• **WHAT YOU NEED TO DO**:
Wherever a line below holds the word "Liberation", copy that line.
*** Opening of SUPPLIED DATA ***
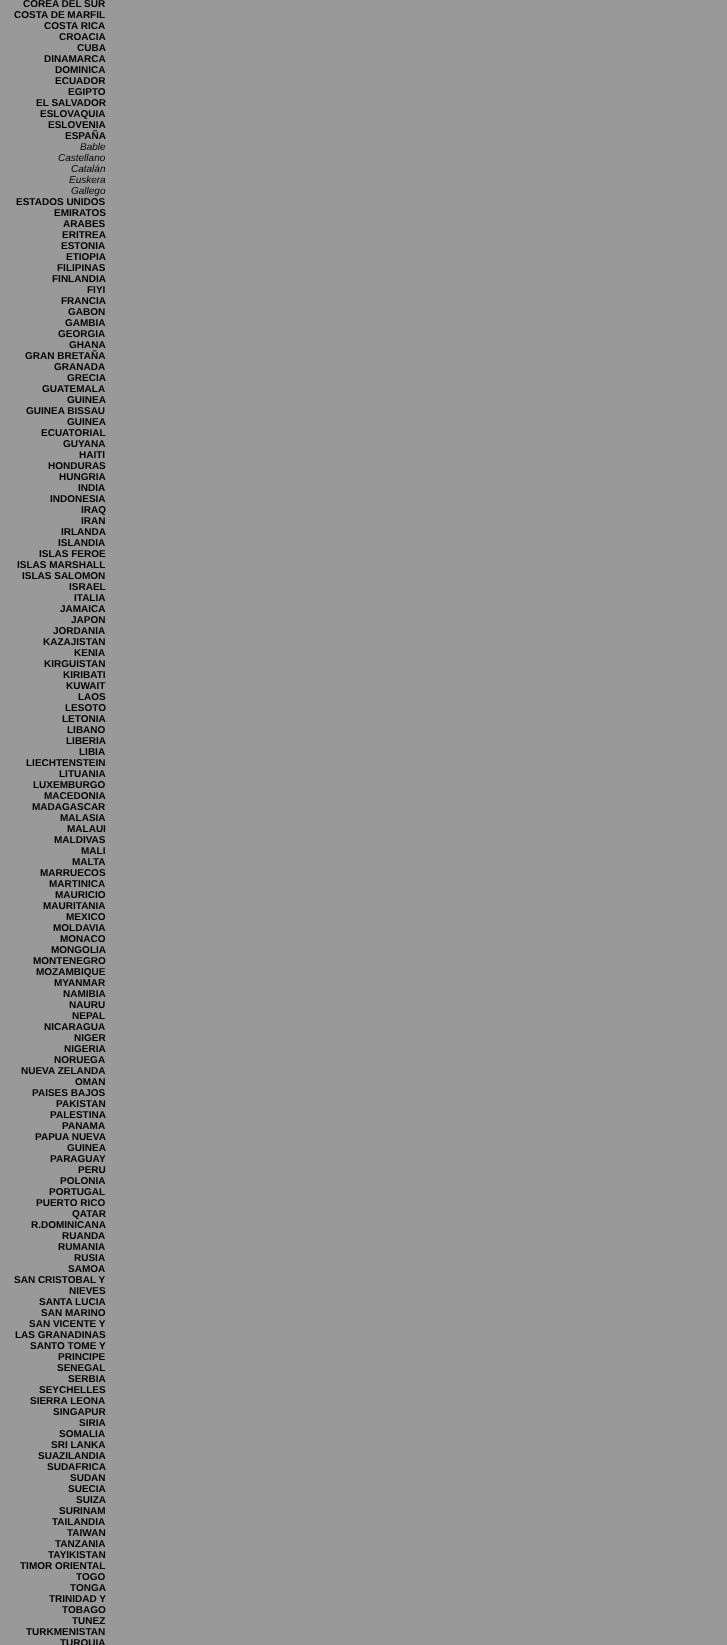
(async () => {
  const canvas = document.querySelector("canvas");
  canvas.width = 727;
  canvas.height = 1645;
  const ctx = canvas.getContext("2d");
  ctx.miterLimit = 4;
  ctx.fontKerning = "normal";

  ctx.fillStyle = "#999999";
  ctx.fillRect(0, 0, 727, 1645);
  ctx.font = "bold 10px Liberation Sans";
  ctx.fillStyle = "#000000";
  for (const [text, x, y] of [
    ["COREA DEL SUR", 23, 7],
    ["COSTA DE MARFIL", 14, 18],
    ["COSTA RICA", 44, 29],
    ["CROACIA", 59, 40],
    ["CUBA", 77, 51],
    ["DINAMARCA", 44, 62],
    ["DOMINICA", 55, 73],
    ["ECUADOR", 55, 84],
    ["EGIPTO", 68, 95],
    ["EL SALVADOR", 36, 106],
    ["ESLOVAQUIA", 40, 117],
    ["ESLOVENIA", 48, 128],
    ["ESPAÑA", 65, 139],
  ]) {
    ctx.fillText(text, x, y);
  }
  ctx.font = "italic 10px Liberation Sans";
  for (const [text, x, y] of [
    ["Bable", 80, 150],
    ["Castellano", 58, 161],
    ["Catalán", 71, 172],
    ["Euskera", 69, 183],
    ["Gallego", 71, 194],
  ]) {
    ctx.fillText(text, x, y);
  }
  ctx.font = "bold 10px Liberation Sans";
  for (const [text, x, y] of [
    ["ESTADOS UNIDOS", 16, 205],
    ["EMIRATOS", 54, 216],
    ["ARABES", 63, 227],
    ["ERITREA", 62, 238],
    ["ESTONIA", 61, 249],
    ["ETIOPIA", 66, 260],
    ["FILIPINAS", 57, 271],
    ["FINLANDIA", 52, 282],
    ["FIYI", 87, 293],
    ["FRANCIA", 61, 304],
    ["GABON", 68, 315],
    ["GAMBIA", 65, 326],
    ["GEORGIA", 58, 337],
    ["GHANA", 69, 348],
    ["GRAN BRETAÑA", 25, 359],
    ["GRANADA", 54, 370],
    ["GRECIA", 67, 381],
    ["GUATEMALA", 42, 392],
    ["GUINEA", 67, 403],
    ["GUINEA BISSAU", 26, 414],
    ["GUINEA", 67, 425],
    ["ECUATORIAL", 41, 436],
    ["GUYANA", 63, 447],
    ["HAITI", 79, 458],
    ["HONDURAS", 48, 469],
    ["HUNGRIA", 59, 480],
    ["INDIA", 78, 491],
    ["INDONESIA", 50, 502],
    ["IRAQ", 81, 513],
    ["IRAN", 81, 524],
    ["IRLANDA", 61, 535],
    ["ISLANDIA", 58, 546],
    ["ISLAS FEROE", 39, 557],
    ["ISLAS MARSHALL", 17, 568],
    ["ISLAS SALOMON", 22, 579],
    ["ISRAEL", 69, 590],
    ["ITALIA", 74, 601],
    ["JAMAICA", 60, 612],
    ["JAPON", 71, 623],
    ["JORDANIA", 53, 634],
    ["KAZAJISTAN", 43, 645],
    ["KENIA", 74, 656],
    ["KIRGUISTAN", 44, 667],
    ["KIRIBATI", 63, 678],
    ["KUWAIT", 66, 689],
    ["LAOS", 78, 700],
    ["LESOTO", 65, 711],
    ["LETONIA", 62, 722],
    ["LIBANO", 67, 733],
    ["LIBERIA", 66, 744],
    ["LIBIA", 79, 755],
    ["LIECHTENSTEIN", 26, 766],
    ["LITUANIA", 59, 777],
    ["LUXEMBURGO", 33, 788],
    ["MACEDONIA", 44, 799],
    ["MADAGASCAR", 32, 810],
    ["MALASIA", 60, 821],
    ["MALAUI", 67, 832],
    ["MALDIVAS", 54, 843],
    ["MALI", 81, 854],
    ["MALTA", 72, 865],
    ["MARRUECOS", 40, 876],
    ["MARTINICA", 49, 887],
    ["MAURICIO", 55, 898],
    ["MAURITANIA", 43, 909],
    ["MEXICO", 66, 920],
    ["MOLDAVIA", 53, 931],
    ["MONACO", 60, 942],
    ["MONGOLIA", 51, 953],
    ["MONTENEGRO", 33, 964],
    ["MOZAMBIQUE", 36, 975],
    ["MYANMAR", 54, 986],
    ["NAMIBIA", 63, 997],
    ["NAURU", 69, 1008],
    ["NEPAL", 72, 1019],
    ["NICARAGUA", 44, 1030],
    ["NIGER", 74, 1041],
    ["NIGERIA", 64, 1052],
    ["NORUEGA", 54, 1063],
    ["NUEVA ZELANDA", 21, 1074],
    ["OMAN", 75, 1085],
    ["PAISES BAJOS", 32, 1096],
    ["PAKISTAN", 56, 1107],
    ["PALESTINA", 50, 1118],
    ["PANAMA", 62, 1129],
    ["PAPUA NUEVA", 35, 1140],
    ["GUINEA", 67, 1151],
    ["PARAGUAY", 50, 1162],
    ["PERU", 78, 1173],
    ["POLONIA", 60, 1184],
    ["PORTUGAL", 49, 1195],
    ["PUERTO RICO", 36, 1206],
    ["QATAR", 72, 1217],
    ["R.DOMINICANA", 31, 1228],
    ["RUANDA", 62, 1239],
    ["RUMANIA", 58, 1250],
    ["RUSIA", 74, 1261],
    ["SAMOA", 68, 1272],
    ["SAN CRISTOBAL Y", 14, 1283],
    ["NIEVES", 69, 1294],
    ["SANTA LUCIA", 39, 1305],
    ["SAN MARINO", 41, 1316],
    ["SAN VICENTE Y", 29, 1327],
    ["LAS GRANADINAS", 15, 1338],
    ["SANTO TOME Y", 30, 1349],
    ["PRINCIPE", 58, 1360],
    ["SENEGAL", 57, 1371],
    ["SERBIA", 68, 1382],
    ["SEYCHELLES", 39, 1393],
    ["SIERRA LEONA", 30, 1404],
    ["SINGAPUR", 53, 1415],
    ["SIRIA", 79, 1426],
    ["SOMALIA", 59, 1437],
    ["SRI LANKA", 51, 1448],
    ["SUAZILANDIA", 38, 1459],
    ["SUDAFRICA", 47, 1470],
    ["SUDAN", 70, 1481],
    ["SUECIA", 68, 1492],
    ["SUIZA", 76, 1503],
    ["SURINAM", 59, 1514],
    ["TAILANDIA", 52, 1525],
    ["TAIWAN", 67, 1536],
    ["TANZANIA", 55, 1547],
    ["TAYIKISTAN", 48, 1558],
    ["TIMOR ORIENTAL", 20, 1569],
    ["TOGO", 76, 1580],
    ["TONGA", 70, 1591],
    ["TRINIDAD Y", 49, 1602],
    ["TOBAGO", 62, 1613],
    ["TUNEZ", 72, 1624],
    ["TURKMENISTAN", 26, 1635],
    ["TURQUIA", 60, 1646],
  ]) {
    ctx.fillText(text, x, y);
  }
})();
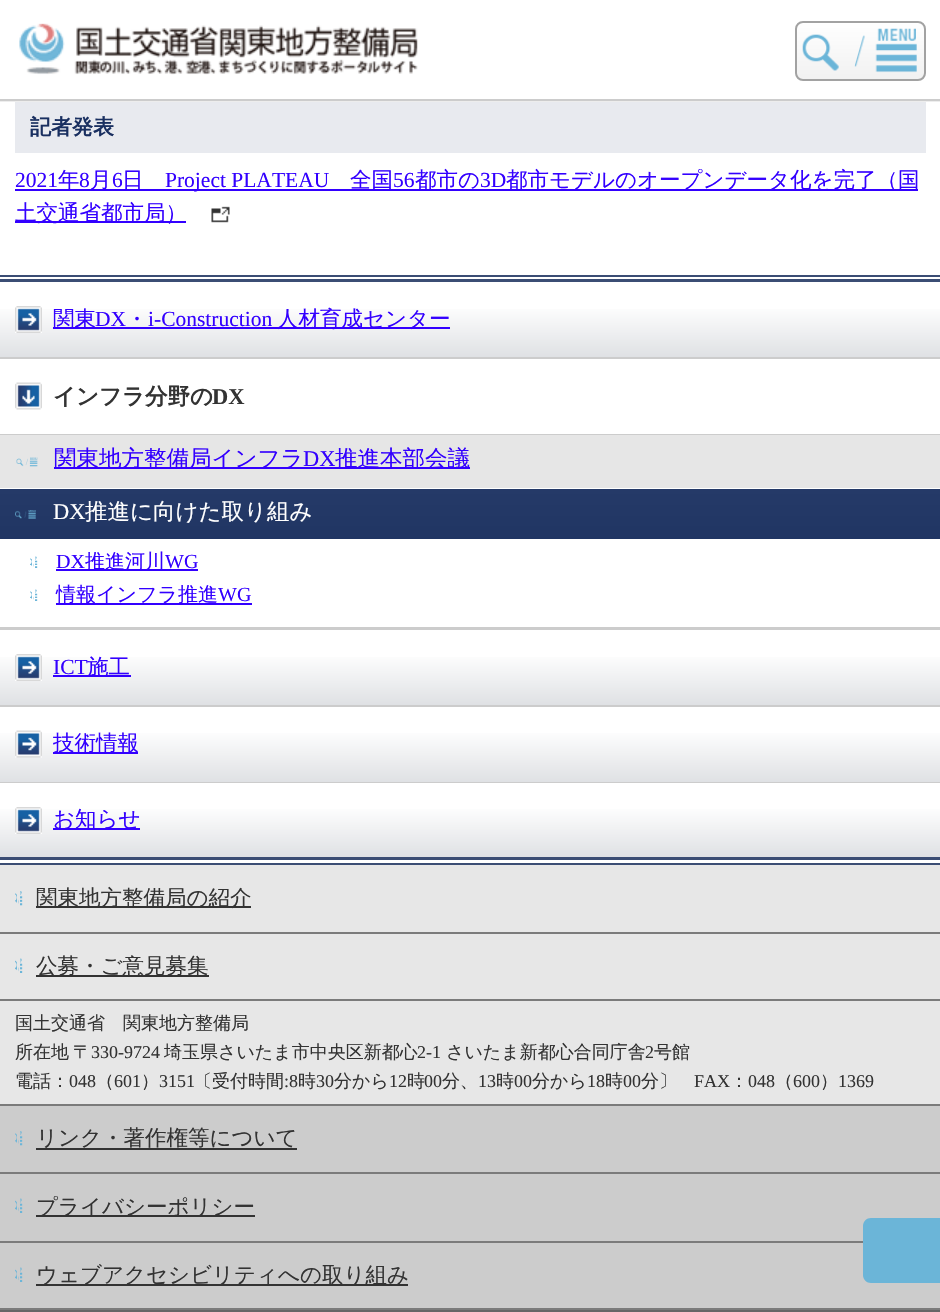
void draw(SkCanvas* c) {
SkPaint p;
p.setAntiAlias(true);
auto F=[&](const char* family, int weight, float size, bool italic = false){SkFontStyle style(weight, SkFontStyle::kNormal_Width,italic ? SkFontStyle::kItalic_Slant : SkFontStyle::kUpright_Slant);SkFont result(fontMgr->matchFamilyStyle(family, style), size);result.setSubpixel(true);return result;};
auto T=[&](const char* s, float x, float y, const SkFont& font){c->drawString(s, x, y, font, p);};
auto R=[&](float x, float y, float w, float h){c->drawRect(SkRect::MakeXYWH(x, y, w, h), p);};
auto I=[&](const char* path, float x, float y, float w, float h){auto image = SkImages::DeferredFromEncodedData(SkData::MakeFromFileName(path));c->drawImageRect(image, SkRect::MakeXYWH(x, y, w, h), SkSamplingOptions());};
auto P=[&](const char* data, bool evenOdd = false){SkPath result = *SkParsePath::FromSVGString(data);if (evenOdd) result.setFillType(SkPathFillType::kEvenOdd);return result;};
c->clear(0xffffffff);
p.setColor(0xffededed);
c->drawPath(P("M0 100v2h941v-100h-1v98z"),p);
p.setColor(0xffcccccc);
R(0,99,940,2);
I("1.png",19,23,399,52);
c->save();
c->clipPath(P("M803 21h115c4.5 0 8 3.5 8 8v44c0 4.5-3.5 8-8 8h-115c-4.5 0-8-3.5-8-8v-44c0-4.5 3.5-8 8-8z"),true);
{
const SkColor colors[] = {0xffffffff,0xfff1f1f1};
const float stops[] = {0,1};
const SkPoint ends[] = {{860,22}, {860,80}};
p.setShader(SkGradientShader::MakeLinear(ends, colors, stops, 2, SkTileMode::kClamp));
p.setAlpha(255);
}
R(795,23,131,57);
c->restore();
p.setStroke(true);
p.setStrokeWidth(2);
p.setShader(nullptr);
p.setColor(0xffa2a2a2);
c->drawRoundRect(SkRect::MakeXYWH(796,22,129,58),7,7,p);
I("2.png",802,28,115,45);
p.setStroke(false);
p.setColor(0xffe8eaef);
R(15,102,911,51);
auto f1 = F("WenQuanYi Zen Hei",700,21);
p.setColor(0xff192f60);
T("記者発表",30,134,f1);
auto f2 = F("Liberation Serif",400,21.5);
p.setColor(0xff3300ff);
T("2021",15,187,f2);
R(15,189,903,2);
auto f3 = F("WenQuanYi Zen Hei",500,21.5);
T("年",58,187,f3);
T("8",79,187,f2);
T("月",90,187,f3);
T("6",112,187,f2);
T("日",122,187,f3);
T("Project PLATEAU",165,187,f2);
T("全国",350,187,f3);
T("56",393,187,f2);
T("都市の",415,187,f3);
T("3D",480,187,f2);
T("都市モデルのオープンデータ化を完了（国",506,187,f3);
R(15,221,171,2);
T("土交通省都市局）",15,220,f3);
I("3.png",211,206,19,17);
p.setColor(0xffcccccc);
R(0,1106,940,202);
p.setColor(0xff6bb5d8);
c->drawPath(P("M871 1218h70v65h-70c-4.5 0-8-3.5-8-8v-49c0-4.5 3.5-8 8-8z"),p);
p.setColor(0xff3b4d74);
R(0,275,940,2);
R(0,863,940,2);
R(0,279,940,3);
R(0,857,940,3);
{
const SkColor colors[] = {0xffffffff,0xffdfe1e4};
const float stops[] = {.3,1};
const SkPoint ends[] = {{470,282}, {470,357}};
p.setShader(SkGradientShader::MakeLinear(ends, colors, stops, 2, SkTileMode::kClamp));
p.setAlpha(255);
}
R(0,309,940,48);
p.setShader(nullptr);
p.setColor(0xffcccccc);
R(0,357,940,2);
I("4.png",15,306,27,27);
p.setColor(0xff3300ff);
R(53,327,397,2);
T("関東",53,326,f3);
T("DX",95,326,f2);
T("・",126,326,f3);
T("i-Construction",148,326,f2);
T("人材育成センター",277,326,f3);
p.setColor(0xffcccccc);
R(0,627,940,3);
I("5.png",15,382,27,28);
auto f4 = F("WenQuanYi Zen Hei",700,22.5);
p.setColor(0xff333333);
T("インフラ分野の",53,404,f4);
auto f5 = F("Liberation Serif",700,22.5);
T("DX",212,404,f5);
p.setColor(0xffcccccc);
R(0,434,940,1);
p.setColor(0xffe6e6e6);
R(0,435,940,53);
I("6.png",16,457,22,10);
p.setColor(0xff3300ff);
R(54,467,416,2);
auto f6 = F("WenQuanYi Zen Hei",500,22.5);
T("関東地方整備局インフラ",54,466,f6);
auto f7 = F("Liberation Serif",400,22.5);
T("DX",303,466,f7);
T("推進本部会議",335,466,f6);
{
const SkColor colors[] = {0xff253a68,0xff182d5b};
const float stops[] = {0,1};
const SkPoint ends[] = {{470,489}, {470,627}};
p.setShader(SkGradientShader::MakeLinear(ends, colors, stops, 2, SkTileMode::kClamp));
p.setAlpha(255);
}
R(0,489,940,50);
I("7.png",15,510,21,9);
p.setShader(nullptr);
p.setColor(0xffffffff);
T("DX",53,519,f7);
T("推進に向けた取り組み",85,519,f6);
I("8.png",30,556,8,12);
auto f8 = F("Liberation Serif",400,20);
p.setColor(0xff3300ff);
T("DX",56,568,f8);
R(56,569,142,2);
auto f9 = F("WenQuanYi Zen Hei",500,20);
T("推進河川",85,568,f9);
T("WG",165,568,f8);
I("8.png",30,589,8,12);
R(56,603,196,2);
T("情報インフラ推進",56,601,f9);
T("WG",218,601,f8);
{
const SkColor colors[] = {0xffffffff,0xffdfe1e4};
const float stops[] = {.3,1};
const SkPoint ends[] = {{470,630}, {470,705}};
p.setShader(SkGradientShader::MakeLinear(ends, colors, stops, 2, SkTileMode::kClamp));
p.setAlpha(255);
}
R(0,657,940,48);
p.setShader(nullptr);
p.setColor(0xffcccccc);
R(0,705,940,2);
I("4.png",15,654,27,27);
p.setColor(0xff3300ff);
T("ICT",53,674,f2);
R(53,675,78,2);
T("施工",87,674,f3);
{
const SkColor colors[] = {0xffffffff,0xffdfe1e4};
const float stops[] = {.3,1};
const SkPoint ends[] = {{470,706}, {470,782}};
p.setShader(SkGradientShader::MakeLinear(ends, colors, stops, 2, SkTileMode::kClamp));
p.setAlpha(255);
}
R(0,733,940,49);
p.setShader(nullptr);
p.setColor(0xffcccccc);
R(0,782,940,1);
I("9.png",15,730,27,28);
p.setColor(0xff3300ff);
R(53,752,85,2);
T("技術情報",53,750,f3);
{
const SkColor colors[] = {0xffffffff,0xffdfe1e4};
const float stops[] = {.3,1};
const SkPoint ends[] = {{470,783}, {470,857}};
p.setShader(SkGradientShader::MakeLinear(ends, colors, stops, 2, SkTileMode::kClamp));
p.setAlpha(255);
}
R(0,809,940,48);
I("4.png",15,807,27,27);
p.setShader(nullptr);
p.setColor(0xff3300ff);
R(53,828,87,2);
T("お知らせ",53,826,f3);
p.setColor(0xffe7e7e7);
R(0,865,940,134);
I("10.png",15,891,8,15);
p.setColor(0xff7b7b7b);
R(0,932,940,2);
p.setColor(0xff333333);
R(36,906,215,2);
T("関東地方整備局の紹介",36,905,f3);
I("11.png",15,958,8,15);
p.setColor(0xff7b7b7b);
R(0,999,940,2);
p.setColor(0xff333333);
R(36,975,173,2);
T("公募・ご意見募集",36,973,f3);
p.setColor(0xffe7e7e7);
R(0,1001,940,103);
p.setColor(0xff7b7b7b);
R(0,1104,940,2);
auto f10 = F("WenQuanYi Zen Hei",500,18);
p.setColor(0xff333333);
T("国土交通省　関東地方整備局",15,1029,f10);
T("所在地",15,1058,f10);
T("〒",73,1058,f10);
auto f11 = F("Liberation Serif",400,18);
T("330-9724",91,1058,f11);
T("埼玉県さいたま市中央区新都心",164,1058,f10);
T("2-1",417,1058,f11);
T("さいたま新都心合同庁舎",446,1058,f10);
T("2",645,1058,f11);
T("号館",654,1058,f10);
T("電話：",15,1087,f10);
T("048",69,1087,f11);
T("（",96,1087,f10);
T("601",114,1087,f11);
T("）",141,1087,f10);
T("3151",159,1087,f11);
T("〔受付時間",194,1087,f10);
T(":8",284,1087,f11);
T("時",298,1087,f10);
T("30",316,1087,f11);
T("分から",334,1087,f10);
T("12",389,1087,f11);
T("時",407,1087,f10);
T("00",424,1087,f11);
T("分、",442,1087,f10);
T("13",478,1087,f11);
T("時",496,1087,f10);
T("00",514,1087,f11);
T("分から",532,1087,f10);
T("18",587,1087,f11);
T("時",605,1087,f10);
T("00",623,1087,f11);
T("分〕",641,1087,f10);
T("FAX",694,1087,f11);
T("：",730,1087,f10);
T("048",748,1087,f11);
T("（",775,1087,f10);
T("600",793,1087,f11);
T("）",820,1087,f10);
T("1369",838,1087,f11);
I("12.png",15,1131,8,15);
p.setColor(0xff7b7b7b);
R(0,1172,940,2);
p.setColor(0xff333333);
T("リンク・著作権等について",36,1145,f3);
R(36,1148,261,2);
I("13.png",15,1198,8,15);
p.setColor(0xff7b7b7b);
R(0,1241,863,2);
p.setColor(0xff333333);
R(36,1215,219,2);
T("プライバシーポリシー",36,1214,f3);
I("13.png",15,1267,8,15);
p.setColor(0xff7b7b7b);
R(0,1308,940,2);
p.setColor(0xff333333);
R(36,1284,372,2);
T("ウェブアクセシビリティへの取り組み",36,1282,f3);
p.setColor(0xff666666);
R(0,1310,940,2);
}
*** Close of SUPPLIED DATA ***
• **COMPLETED EXERCISE**:
  ctx.font = "bold 10px Liberation Sans";
  ctx.font = "italic 10px Liberation Sans";
  ctx.font = "bold 10px Liberation Sans";
auto f2 = F("Liberation Serif",400,21.5);
auto f5 = F("Liberation Serif",700,22.5);
auto f7 = F("Liberation Serif",400,22.5);
auto f8 = F("Liberation Serif",400,20);
auto f11 = F("Liberation Serif",400,18);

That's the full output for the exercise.